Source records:

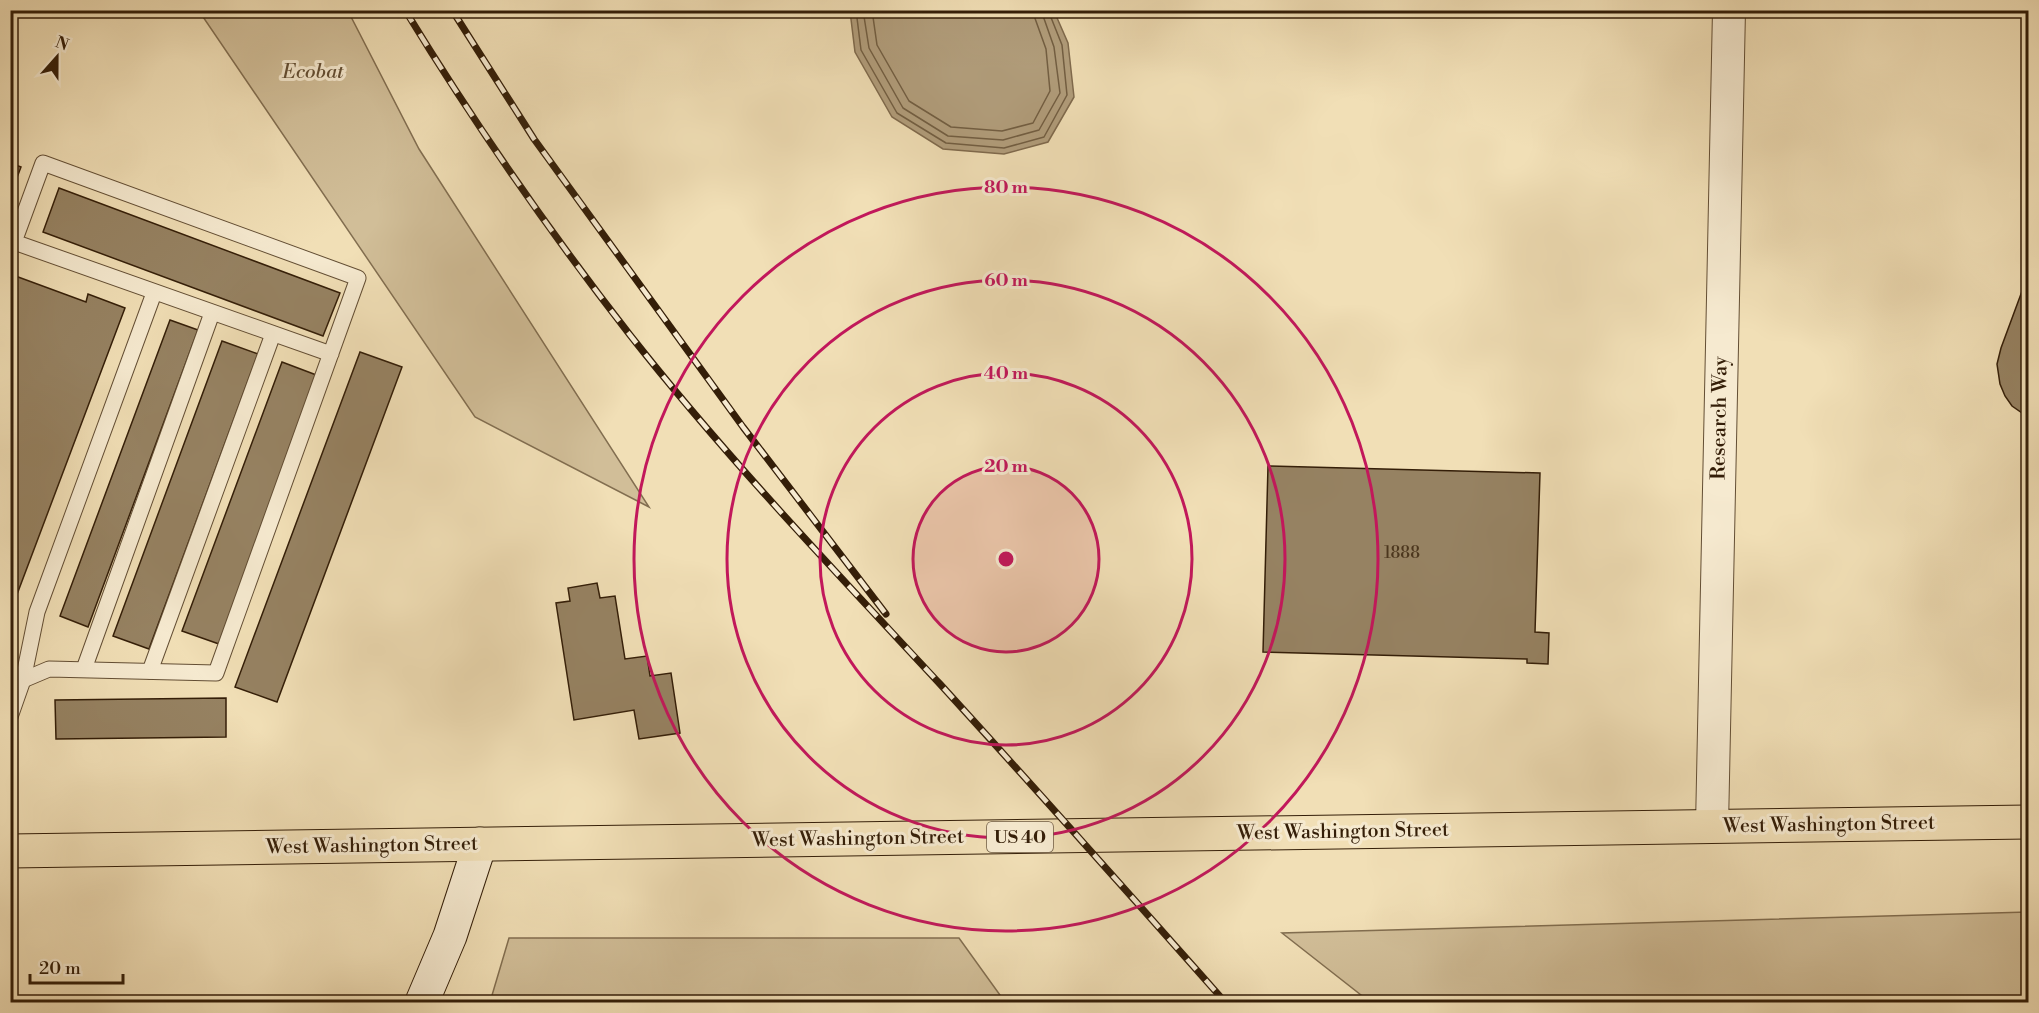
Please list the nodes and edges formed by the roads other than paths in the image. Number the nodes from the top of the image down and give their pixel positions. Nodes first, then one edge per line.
1 (1729, 10) edge
2 (154, 293) junction
3 (212, 313) junction
4 (273, 334) junction
5 (332, 354) junction
6 (84, 669) junction
7 (150, 671) junction
8 (17, 677) edge
9 (10, 717) edge
10 (2028, 822) edge
11 (1712, 826) junction
12 (480, 844) junction
13 (10, 851) edge
14 (422, 1002) edge

1 - 11 street, Research Way
2 - 3 lane
2 - 5 lane
2 - 8 lane
3 - 4 lane
3 - 6 lane
4 - 5 lane
4 - 7 lane
5 - 7 lane
6 - 7 lane
6 - 8 lane
8 - 9 lane
10 - 11 main road, West Washington Street / US 40
11 - 12 main road, West Washington Street / US 40
12 - 13 main road, West Washington Street / US 40
12 - 14 street

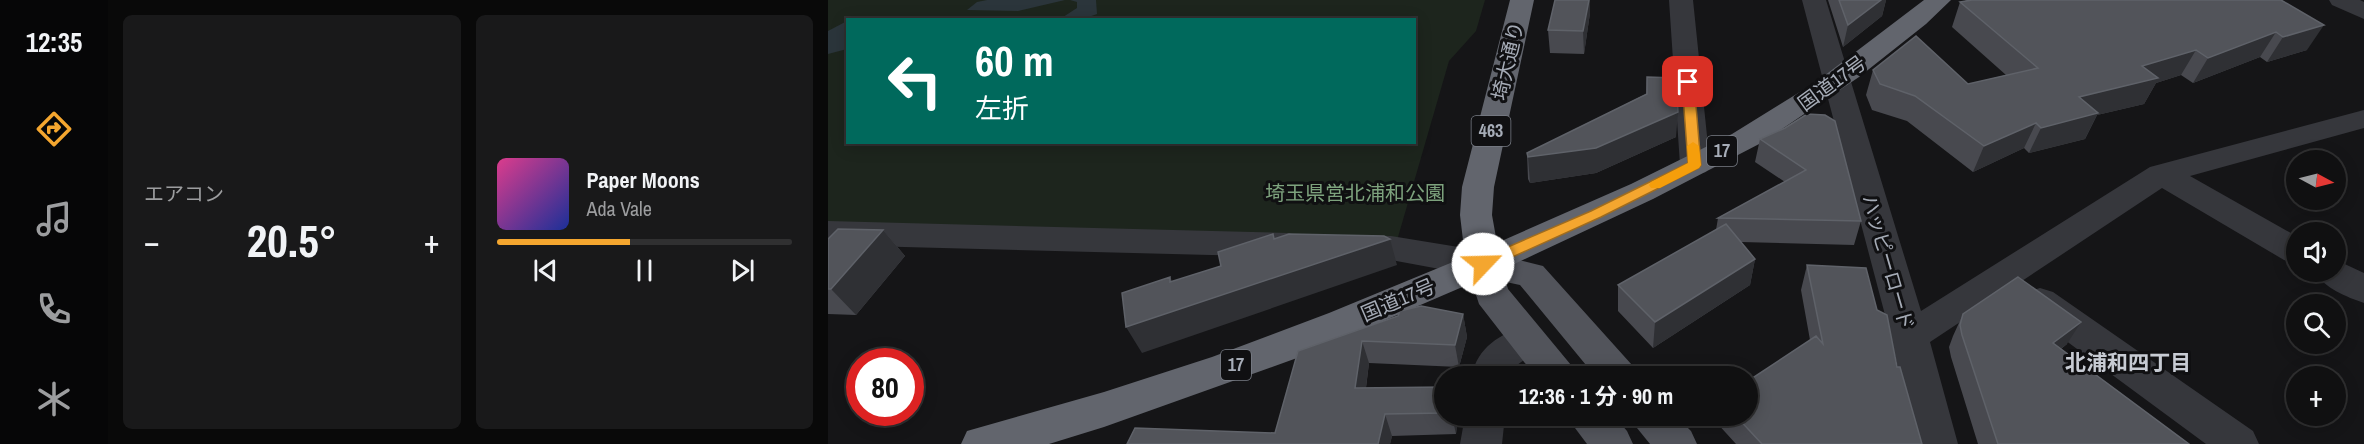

> Exercise brief:
Return all records verbatim and drop the pictures.

> Solution to this task:
Please list the nodes and edges formed by the roads other than paths in the image. Number the nodes from the top of the image down and give their pixel positions. Nodes first, then one edge per line.
1 (1729, 10) edge
2 (154, 293) junction
3 (212, 313) junction
4 (273, 334) junction
5 (332, 354) junction
6 (84, 669) junction
7 (150, 671) junction
8 (17, 677) edge
9 (10, 717) edge
10 (2028, 822) edge
11 (1712, 826) junction
12 (480, 844) junction
13 (10, 851) edge
14 (422, 1002) edge

1 - 11 street, Research Way
2 - 3 lane
2 - 5 lane
2 - 8 lane
3 - 4 lane
3 - 6 lane
4 - 5 lane
4 - 7 lane
5 - 7 lane
6 - 7 lane
6 - 8 lane
8 - 9 lane
10 - 11 main road, West Washington Street / US 40
11 - 12 main road, West Washington Street / US 40
12 - 13 main road, West Washington Street / US 40
12 - 14 street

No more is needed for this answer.